New to the Dating Game? Market Yourself
There is a plethora of books, lectures, and videos telling singles who are 50 plus how to package their assets, develop a personal brand, leverage niche marketing, use direct mail and telemarketing to get the word out, establish a sweetheart-hunting budget, And hold quarterly performance reviews to assess the results.
Bewitched, bothered and really bewildered? Relax; it doesn’t have to be that complicated, unless you are vying for that MBA in Singles Marketing Theorem. Go Thoreau and enjoy the process and simplify.
Picky, Picky, Picky. Online Dating Peccadilloes
So what has changed since the thrilling 1970’s? Today, there are dozens of studies analyzing every aspect of dating, online dating, speed dating and coping with being suddenly single. Analysis done at UC Berkeley indicates that when it come to online dating women, are pickier than men. Interesting.
It also sounds like the girls are a lot less flexible in their ‘preferences’ for age and ethnicity than the boys. Perhaps more girls are still subscribing to that old hunter-gatherer syndrome: men hunt – women wait – to be contacted. What’s up with that? Bon vivant, Ronnie Raven of Baltimore, says “Tell women it’s all a numbers game. And, you’ve got to get in the game or you don’t get to play.” Game on? You will have more fun getting into the game than watching from the single solitary sidelines.
Are Men More Open-minded?
Evidence also states that guys involved in the dating game, cast a wider net than women. Men generally have very few limits, or restrictions, when they are looking for their potential dates. As a rule, guys tend to “reach out and touch” more women – more often. Men are consistently labeled as being ‘visual’. Some say men get virtual whiplash from rapidly scanning photographs of women on Match.com. Men are all about pictures. Dating guru, Dr Diana Kirschner, author of the best selling, Love in 90 Days, encourages women to register on, at least, two dating sites and to make the date quest a daily habit.
“There is no remedy for love but to love more.” Henry David Thoreau
1. The Big Hat and Sunglasses – never submit a photo of you enshrouded in a large hat and sunglasses. The photo screams, “I am hiding something – bad hair, no hair, tattoos, or evil squinty eyes or, my true age.”
2. Clichés are your enemy– avoid them – especially the very trite: ” Read my lips; I am man’s best friend; make my day; I want a meaningful relationship; no love lost; when you lie like a rug.” Please delete, “I love to laugh” Really? As opposed to, what? And side step the swirl of ‘I look great in designer jeans or a little black dress; tuxedo/jeans, and the egregious glass -half -empty cliché. Finally, the worst whine-line: “This is hard to write.” Listen, Binkie, you can do this.

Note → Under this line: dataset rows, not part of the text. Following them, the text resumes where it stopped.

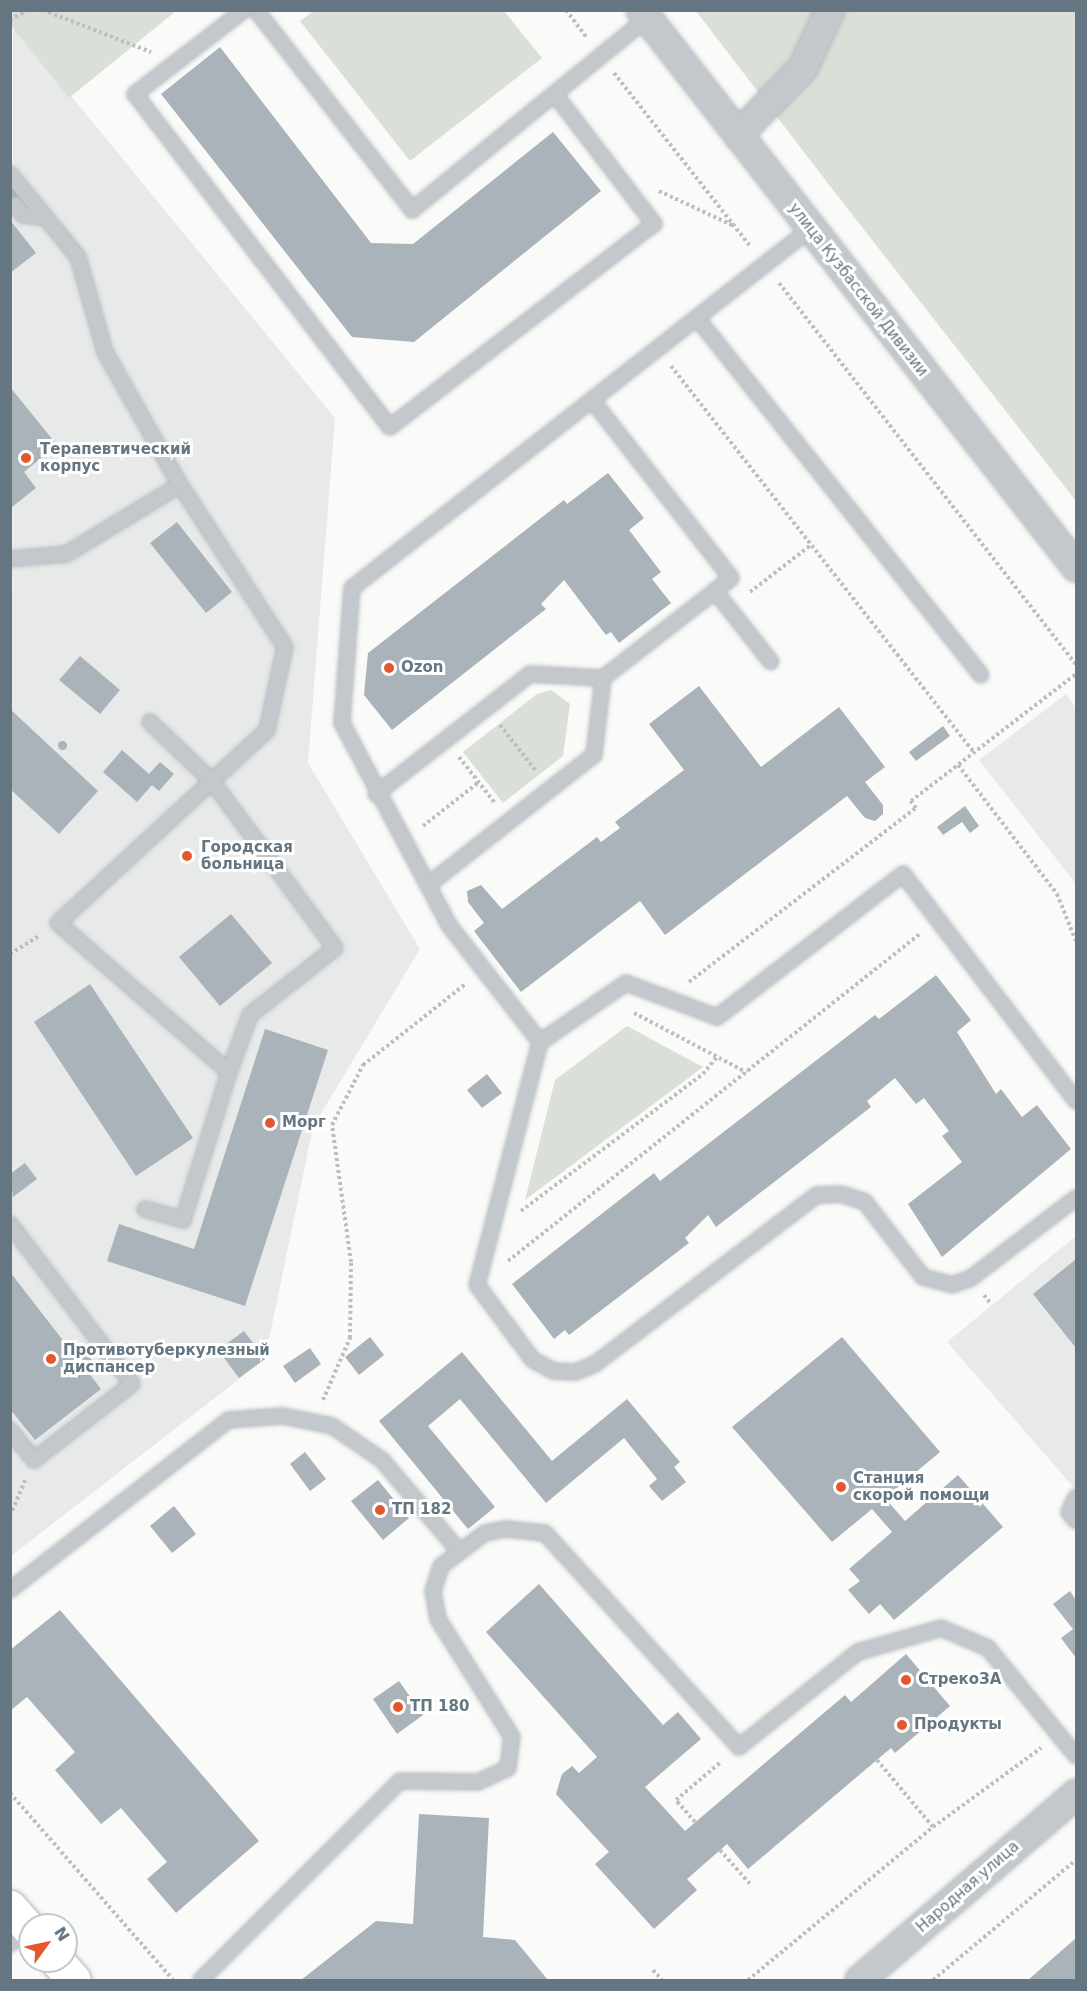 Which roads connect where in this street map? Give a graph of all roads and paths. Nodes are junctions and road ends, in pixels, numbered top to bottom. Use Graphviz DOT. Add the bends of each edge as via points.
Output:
graph roads {
  1 [pos="27,10"];
  2 [pos="43,10"];
  3 [pos="244,10"];
  4 [pos="256,10"];
  5 [pos="566,10"];
  6 [pos="830,10"];
  7 [pos="644,14"];
  8 [pos="10,20"];
  9 [pos="601,56"];
  10 [pos="177,62"];
  11 [pos="556,96"];
  12 [pos="738,135"];
  13 [pos="610,167"];
  14 [pos="10,174"];
  15 [pos="15,205"];
  16 [pos="46,218"];
  17 [pos="734,226"];
  18 [pos="810,229"];
  19 [pos="765,265"];
  20 [pos="697,318"];
  21 [pos="658,348"];
  22 [pos="592,400"];
  23 [pos="180,485"];
  24 [pos="12,557"];
  25 [pos="1077,567"];
  26 [pos="715,591"];
  27 [pos="771,662"];
  28 [pos="1077,664"];
  29 [pos="1077,674"];
  30 [pos="981,675"];
  31 [pos="603,678"];
  32 [pos="486,708"];
  33 [pos="150,722"];
  34 [pos="446,740"];
  35 [pos="974,753"];
  36 [pos="958,765"];
  37 [pos="212,781"];
  38 [pos="479,782"];
  39 [pos="550,790"];
  40 [pos="376,794"];
  41 [pos="510,821"];
  42 [pos="403,842"];
  43 [pos="428,885"];
  44 [pos="938,920"];
  45 [pos="58,923"];
  46 [pos="1077,941"];
  47 [pos="10,954"];
  48 [pos="484,970"];
  49 [pos="668,998"];
  50 [pos="625,1008"];
  51 [pos="540,1042"];
  52 [pos="717,1057"];
  53 [pos="229,1072"];
  54 [pos="746,1072"];
  55 [pos="1077,1101"];
  56 [pos="1077,1198"];
  57 [pos="145,1209"];
  58 [pos="511,1218"];
  59 [pos="10,1224"];
  60 [pos="477,1285"];
  61 [pos="311,1421"];
  62 [pos="10,1430"];
  63 [pos="33,1460"];
  64 [pos="1077,1497"];
  65 [pos="10,1516"];
  66 [pos="1077,1521"];
  67 [pos="459,1551"];
  68 [pos="10,1590"];
  69 [pos="1061,1732"];
  70 [pos="739,1747"];
  71 [pos="1077,1756"];
  72 [pos="877,1760"];
  73 [pos="10,1793"];
  74 [pos="1077,1794"];
  75 [pos="695,1822"];
  76 [pos="933,1827"];
  77 [pos="720,1850"];
  78 [pos="1077,1860"];
  79 [pos="750,1884"];
  80 [pos="653,1970"];
  81 [pos="173,1980"];
  82 [pos="201,1980"];
  83 [pos="662,1980"];
  84 [pos="748,1980"];
  85 [pos="860,1980"];
  86 [pos="933,1980"];
  1 -- 8 [label="path"];
  2 -- 10 [label="path"];
  3 -- 10 [label="lane"];
  4 -- 11 [label="lane" via="412,210"];
  5 -- 9 [label="path"];
  6 -- 12 [label="street" via="803,68"];
  7 -- 9 [label="lane"];
  7 -- 12 [label="street, улица Кузбасской Дивизии"];
  9 -- 11 [label="lane"];
  9 -- 17 [label="path"];
  10 -- 13 [label="lane" via="135,94 390,427 654,224"];
  11 -- 13 [label="lane"];
  12 -- 18 [label="street, улица Кузбасской Дивизии"];
  13 -- 17 [label="path"];
  14 -- 16 [label="lane"];
  15 -- 16 [label="lane" via="23,215"];
  16 -- 23 [label="lane" via="78,257 105,352"];
  17 -- 19 [label="path"];
  18 -- 19 [label="lane"];
  18 -- 25 [label="street, улица Кузбасской Дивизии"];
  19 -- 20 [label="lane"];
  19 -- 28 [label="path"];
  20 -- 21 [label="lane"];
  20 -- 30 [label="lane"];
  21 -- 22 [label="lane"];
  21 -- 35 [label="path"];
  22 -- 26 [label="lane" via="731,578"];
  22 -- 40 [label="lane" via="352,588 342,723"];
  23 -- 24 [label="lane" via="66,554"];
  23 -- 37 [label="lane" via="285,647 267,730"];
  26 -- 27 [label="lane"];
  26 -- 31 [label="lane"];
  29 -- 35 [label="path"];
  31 -- 32 [label="lane" via="530,674"];
  31 -- 39 [label="lane" via="594,755"];
  32 -- 34 [label="lane"];
  32 -- 39 [label="path"];
  33 -- 37 [label="lane"];
  34 -- 38 [label="path"];
  34 -- 40 [label="lane"];
  35 -- 36 [label="path"];
  36 -- 46 [label="path" via="1057,894"];
  36 -- 49 [label="path" via="911,801 916,808"];
  37 -- 45 [label="lane"];
  37 -- 53 [label="lane" via="335,948 250,1015"];
  38 -- 41 [label="path"];
  38 -- 42 [label="path"];
  39 -- 41 [label="lane"];
  40 -- 42 [label="lane"];
  41 -- 43 [label="lane"];
  42 -- 43 [label="lane"];
  43 -- 48 [label="lane" via="449,925"];
  44 -- 49 [label="lane" via="903,874 717,1017"];
  44 -- 54 [label="path"];
  44 -- 55 [label="lane"];
  45 -- 47 [label="path"];
  45 -- 53 [label="lane"];
  48 -- 51 [label="lane"];
  48 -- 61 [label="path" via="363,1065 332,1125 351,1262 350,1338"];
  49 -- 51 [label="lane" via="626,983"];
  50 -- 52 [label="path"];
  51 -- 60 [label="lane"];
  52 -- 54 [label="path"];
  52 -- 58 [label="path" via="703,1074"];
  53 -- 57 [label="lane" via="183,1220"];
  54 -- 60 [label="path"];
  56 -- 60 [label="lane" via="971,1278 952,1285 923,1277 865,1202 841,1194 817,1195 595,1365 576,1372 554,1371 534,1360"];
  59 -- 63 [label="lane" via="132,1384"];
  61 -- 67 [label="lane" via="332,1426 382,1460"];
  61 -- 68 [label="lane" via="283,1416 228,1419"];
  62 -- 63 [label="lane"];
  63 -- 65 [label="path"];
  64 -- 66 [label="lane" via="1069,1512"];
  67 -- 70 [label="lane" via="485,1533 506,1528 545,1533"];
  67 -- 82 [label="lane" via="441,1566 433,1591 438,1619 512,1737 508,1768 478,1782 400,1781"];
  69 -- 70 [label="lane" via="987,1648 941,1628 858,1652"];
  69 -- 71 [label="lane"];
  69 -- 76 [label="path"];
  70 -- 75 [label="path" via="676,1800"];
  72 -- 76 [label="path"];
  73 -- 81 [label="path"];
  74 -- 85 [label="street, Народная улица"];
  76 -- 84 [label="path"];
  77 -- 79 [label="path"];
  78 -- 86 [label="path"];
  80 -- 83 [label="path"];
}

3. Spell check is your friend – Are you really a ‘Gentile giant’? Or an ‘empty-half class girl’? Can you really look great in ‘a tuxedo and jeans,’ together?
Best Advice? Ease on into the dating game – make your own rules- respect the dynamic – one step at a time.
“As a single footstep will not make a path on the earth, so a single thought will not make a pathway in the mind. To make a deep physical path, we walk again and again. To make a deep mental path, we must think over and over the kind of thoughts we wish to dominate our lives.” Thoreau
Don’t miss a single Page Larkin column- click the Subscribe button on this page. San Francisco Dating@50 Examiner, Page Larkin, welcomes your feedback, questions and queries at: Page.Larkin@gmail.com
Suggested by the author:
Oh, boy! Mensch up and be all that you can be
City Secrets: hot spot for a second date
Boo! What are you afraid of?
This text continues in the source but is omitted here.